Task statement: What you write must be the listing below in full, word for word, minus its pictures.

Extracted data:
BEGIN
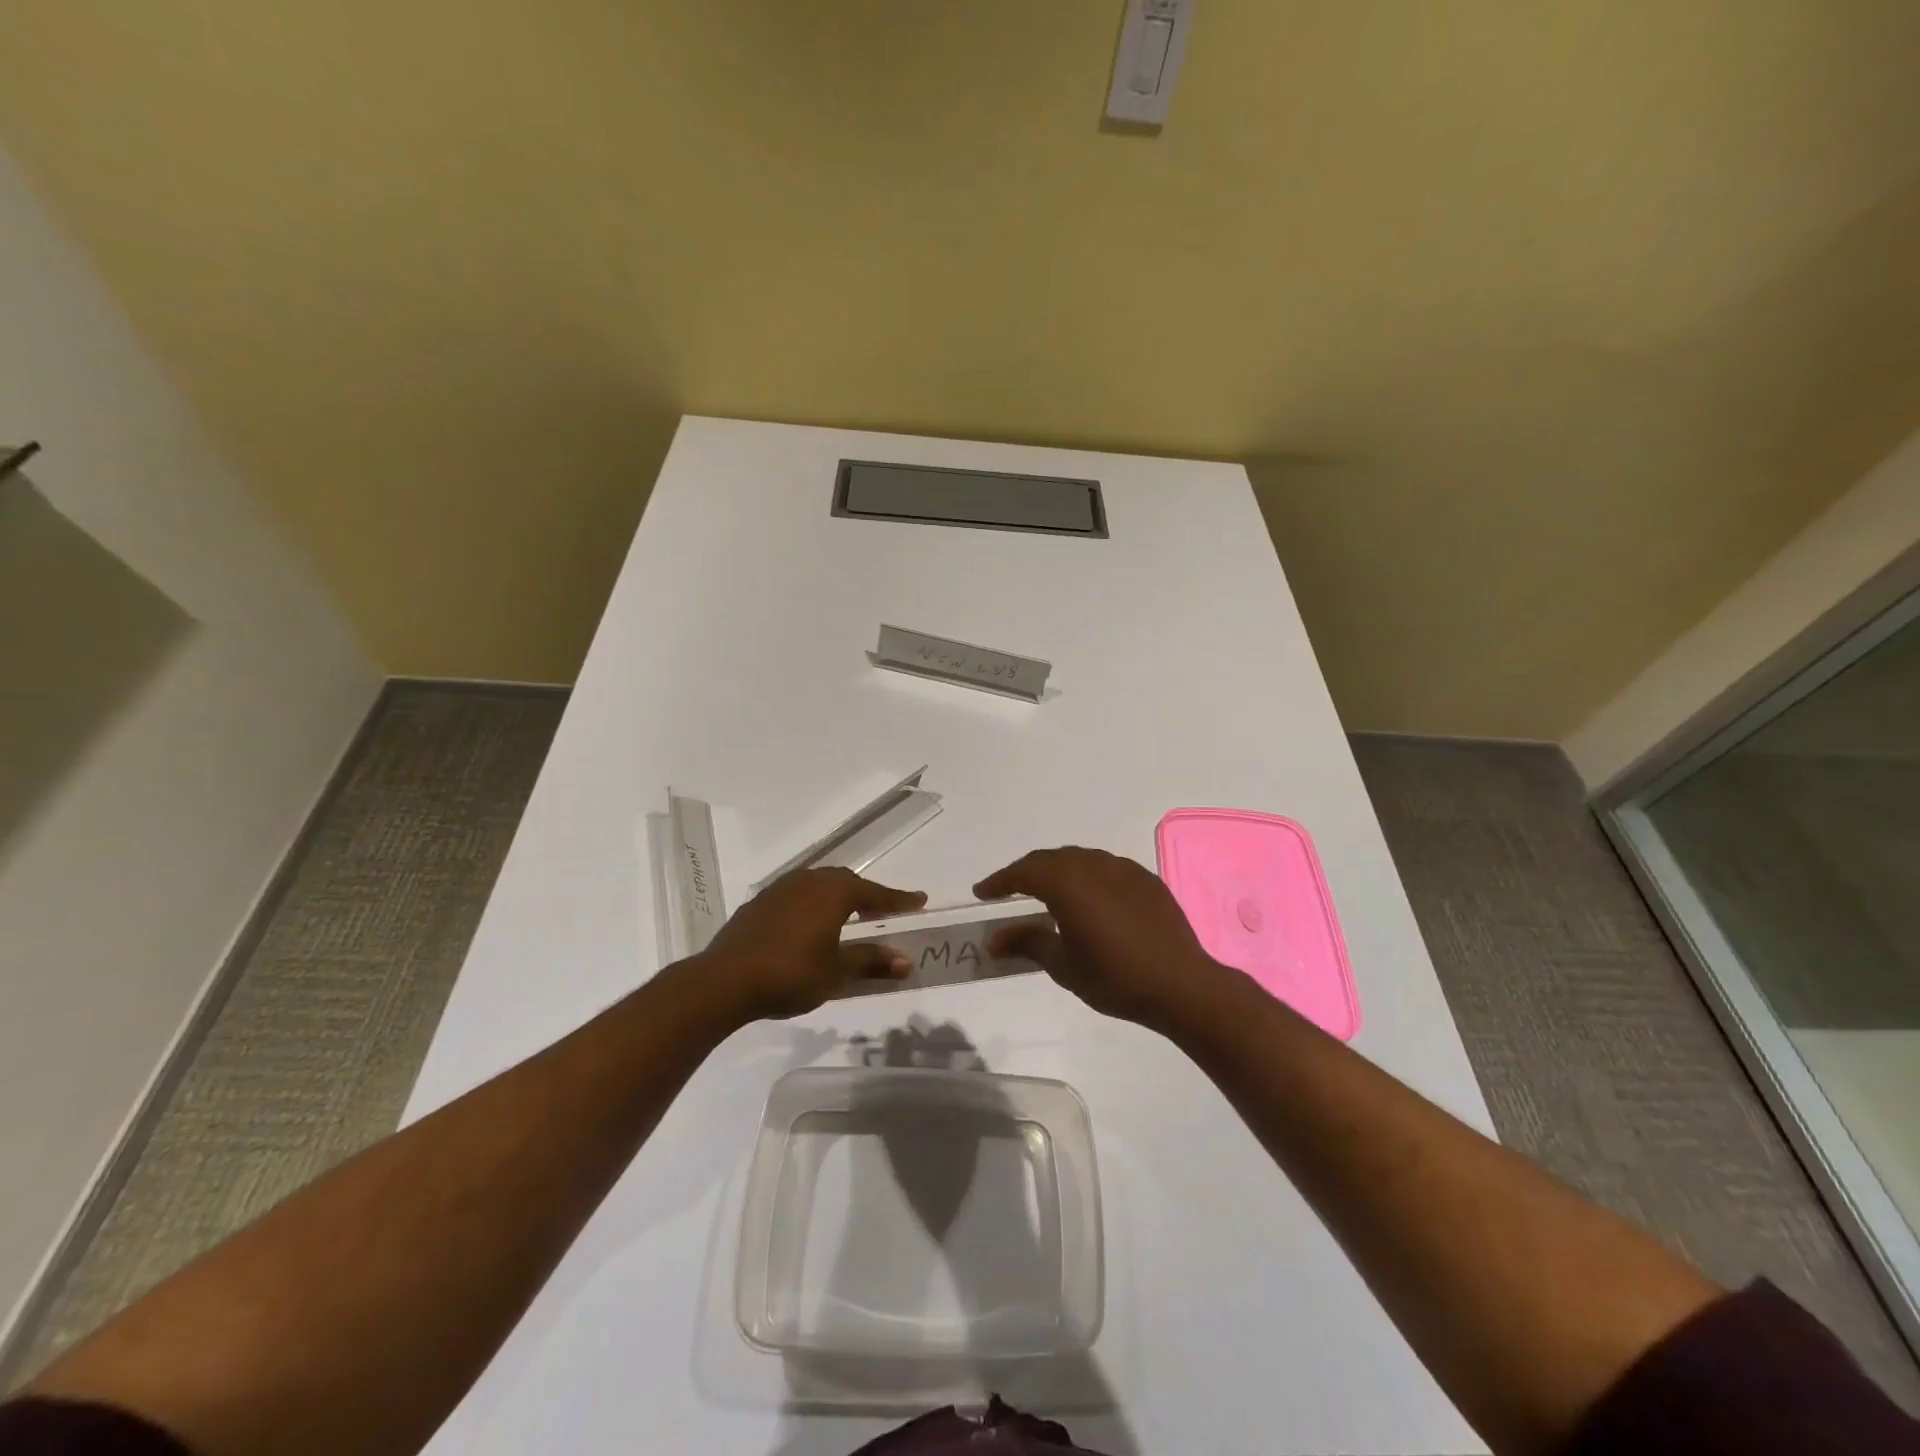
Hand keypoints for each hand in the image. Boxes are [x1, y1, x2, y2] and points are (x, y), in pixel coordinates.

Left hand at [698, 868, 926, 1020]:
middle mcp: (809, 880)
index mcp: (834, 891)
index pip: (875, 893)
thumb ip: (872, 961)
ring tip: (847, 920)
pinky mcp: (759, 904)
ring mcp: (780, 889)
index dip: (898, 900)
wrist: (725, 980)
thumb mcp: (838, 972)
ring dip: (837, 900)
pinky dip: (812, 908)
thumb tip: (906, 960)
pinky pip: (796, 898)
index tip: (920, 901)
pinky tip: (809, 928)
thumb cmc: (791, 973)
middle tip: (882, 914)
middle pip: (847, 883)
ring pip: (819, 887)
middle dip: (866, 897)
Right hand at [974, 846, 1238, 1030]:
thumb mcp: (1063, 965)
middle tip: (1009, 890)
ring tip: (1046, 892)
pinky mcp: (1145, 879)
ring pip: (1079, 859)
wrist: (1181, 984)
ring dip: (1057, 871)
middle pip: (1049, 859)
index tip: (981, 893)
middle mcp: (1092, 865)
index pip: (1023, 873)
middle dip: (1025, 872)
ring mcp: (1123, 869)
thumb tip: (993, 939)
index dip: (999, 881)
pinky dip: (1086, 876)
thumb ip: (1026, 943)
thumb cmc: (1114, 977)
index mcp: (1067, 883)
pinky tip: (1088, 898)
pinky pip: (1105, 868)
END
Exercise output:
Hand keypoints for each hand in the image. Boxes are [x1, y1, x2, y2] and points are (x, y), in pixel coordinates.

Left hand at [698, 868, 926, 1020]:
middle mcp: (809, 880)
index mcp: (834, 891)
index pip: (875, 893)
thumb ip: (872, 961)
ring tip: (847, 920)
pinky mcp: (759, 904)
ring mcp: (780, 889)
index dip: (898, 900)
wrist: (725, 980)
thumb mcp: (838, 972)
ring dip: (837, 900)
pinky dip: (812, 908)
thumb tip: (906, 960)
pinky pip: (796, 898)
index tip: (920, 901)
pinky tip: (809, 928)
thumb cmc: (791, 973)
middle tip: (882, 914)
middle pip: (847, 883)
ring pip: (819, 887)
middle dip: (866, 897)
Right hand at [974, 846, 1238, 1030]:
thumb mcp: (1063, 965)
middle tip: (1009, 890)
ring tip: (1046, 892)
pinky mcp: (1145, 879)
ring pip: (1079, 859)
wrist: (1181, 984)
ring dip: (1057, 871)
middle pip: (1049, 859)
index tip: (981, 893)
middle mcp: (1092, 865)
index pip: (1023, 873)
middle dip: (1025, 872)
ring mcp: (1123, 869)
thumb tip: (993, 939)
index dip: (999, 881)
pinky dip: (1086, 876)
thumb ip: (1026, 943)
thumb cmc: (1114, 977)
index mcp: (1067, 883)
pinky tip: (1088, 898)
pinky pip: (1105, 868)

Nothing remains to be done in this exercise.